When looking into various free and open source CRM solutions, one that consistently outranked the others in terms of reviews and maturity was SuiteCRM. This is for good reason, SuiteCRM is a powerful software, customizable, and best of all, totally committed to the open source model. But there’s a few things we didn’t know getting into it that you probably should before investing a bunch of time into setting it up and customizing it, especially if you are coming from another CMS like WordPress or Joomla.
SuiteCRM is a little “rough around the edges”. There are some things that work in very un-intuitive ways. For example, there are different “content types” provided by various modules including bugs, phone calls, cases, accounts, contacts, etc. Most people will not need most of these modules, but by default they are all installed and enabled. Unlike in a system like Drupal, you cannot selectively disable these modules as they are considered “core modules”. What you must do instead, is head into a dizzying array of menus and sub-panels, disabling the “view” of each module in several different places. You still get the bloat these modules provide but at least you can hide them this way. This seems like a huge design oversight. What should be a one-click enable/disable checkbox is dozens of clicks and several nested levels of pages.
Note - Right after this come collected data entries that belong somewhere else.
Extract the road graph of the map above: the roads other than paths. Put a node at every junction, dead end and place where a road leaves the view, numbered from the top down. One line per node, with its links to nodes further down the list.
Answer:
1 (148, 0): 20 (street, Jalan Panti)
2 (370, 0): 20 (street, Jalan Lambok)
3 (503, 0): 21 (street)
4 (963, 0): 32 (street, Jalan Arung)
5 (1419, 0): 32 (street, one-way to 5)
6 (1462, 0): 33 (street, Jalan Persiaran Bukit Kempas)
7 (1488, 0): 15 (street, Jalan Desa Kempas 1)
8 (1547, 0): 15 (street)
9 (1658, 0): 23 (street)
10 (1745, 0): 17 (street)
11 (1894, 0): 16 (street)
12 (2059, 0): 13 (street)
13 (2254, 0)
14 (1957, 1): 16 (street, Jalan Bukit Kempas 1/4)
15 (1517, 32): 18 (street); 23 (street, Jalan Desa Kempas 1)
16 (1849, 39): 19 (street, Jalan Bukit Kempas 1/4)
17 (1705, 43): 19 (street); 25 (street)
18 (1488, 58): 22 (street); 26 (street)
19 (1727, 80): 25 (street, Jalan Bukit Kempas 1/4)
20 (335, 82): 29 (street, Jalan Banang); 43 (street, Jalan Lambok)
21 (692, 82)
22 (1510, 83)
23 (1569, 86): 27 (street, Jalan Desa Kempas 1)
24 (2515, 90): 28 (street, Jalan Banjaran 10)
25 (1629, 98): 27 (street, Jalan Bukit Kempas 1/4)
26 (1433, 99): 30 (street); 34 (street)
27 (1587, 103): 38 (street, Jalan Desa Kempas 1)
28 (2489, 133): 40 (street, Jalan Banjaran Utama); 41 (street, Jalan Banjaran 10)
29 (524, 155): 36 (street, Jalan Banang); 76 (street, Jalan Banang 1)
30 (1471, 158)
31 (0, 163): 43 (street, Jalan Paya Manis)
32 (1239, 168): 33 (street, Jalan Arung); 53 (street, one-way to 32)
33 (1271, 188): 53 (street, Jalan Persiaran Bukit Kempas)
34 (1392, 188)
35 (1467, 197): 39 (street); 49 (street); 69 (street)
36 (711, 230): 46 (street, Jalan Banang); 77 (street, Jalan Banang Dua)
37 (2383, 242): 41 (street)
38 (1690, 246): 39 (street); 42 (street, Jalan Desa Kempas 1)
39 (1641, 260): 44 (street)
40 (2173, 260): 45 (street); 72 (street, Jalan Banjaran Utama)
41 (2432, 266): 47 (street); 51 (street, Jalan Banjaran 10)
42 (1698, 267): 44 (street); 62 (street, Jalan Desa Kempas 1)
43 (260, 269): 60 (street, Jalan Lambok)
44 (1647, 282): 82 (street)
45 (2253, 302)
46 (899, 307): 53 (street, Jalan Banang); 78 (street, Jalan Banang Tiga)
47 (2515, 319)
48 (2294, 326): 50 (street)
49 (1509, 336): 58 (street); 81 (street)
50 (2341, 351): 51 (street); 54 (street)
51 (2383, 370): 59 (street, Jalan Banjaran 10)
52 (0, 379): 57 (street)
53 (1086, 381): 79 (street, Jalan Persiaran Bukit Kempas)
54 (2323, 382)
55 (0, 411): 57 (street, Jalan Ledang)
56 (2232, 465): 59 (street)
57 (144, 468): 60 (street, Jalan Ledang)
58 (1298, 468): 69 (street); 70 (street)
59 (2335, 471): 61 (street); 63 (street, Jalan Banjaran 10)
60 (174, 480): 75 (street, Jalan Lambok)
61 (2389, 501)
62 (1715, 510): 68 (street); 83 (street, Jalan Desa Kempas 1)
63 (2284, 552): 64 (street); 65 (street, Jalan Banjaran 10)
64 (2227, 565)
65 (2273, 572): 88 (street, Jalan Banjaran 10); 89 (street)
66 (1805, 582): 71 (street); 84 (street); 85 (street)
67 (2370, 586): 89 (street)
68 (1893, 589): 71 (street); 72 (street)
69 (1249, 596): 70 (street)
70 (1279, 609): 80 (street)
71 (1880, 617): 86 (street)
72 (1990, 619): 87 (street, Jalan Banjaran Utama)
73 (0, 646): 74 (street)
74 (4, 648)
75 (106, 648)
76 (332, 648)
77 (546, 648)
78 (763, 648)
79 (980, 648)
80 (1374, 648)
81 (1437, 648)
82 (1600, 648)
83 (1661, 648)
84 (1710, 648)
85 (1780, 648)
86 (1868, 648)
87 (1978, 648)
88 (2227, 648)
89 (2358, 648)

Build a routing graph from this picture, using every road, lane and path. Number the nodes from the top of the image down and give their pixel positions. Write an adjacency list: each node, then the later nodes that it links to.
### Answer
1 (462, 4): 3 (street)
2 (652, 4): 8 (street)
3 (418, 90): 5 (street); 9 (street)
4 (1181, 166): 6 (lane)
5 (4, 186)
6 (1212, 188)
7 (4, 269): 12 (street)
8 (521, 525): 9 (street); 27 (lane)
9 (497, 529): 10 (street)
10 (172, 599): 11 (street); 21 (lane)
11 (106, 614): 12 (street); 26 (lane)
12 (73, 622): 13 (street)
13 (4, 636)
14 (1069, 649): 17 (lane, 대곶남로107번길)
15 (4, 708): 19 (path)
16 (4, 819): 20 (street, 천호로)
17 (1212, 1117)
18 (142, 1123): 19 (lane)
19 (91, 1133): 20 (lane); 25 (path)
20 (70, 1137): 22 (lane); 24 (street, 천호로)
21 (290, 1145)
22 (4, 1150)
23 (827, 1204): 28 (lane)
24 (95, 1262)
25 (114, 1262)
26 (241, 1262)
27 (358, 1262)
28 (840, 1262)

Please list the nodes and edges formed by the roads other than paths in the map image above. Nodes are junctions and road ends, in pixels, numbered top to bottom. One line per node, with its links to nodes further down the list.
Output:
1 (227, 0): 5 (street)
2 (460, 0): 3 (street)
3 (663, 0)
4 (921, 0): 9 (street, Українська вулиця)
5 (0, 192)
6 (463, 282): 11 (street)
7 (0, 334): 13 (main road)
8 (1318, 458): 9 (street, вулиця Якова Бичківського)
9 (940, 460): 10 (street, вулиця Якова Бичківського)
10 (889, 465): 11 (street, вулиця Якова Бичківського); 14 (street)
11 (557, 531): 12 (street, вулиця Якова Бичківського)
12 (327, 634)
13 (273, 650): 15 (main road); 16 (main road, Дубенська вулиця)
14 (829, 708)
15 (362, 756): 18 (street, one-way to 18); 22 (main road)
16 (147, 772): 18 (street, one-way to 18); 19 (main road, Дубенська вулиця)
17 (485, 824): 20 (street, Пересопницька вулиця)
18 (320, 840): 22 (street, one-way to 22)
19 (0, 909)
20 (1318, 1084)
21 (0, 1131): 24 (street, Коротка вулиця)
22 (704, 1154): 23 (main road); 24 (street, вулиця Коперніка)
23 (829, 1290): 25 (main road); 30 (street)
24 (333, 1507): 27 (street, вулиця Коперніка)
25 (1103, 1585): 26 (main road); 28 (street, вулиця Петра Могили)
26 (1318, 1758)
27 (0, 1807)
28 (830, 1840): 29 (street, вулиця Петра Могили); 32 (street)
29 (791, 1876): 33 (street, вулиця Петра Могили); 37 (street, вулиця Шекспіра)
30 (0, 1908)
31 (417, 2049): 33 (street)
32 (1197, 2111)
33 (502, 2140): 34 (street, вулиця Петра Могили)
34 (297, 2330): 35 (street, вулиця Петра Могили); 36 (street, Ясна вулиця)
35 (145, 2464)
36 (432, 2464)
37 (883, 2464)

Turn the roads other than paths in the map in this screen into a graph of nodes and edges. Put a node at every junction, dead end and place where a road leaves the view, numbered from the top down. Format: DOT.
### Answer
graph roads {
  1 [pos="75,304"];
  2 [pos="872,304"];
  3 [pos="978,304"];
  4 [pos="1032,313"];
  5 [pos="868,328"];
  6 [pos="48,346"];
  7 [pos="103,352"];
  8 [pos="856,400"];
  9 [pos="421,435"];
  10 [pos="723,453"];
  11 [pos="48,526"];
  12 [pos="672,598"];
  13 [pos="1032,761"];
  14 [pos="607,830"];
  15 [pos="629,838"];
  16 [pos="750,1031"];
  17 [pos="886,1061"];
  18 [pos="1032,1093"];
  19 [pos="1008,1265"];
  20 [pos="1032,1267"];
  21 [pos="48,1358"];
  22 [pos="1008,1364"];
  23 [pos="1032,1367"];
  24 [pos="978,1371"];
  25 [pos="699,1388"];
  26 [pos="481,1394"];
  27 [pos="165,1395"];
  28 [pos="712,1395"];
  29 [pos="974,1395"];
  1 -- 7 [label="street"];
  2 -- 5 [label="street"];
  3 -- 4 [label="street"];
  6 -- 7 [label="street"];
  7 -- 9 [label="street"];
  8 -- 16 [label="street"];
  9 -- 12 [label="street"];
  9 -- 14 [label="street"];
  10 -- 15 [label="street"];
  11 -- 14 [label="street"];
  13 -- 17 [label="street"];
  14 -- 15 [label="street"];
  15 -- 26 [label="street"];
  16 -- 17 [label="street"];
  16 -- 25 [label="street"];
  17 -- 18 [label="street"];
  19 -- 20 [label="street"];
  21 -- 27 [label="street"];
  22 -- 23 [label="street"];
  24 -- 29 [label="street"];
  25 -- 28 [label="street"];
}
Another issue is that each module comes with a default set of fields. While adding and customizing fields is fairly easy and intuitive, you cannot delete or disable existing fields. Again, you can “hide” them from the “views”, but each entry in your database is still taking up space with fields you absolutely do not need. A perfect example of this is the “Account” content type which has fields for “Shipping Address”, “Billing Address”, and “Address” which are all separate entries. Why would they set it up this way? It’s madness!
Don’t want rich-text in your field? Disabling this would be one checkbox in WordPress or Drupal, but in SuiteCRM you have to actually dive into the code to fix this.
Want to edit the menu order or add or remove menu items? You’ll have to dive into the code for that too. And for some un-explainable reason, Cases don’t have an entry under the “create” menu, nor do many other modules.
There is no way out of the box for a field to have multiple entries. For example, a contact can only have ONE e-mail address.
Despite its mature codebase and many users, there are very few free extensions or themes for SuiteCRM. People coming from Drupal will not find this surprising, but people coming from other CMSes like WordPress or Joomla may. In general, if you are customizing SuiteCRM you are assumed to have a several hundred or thousand dollar budget if not your own in-house web developer. You will find this assumption in their support forum as well. This assumption is not entirely unreasonable, if you have so many customers that you need a system to organize them all, you probably also have enough incoming revenue to invest in that system. The extensions section of the SuiteCRM site is really barebones, you can’t sort by category, price, or really anything at all, making finding the right extension difficult.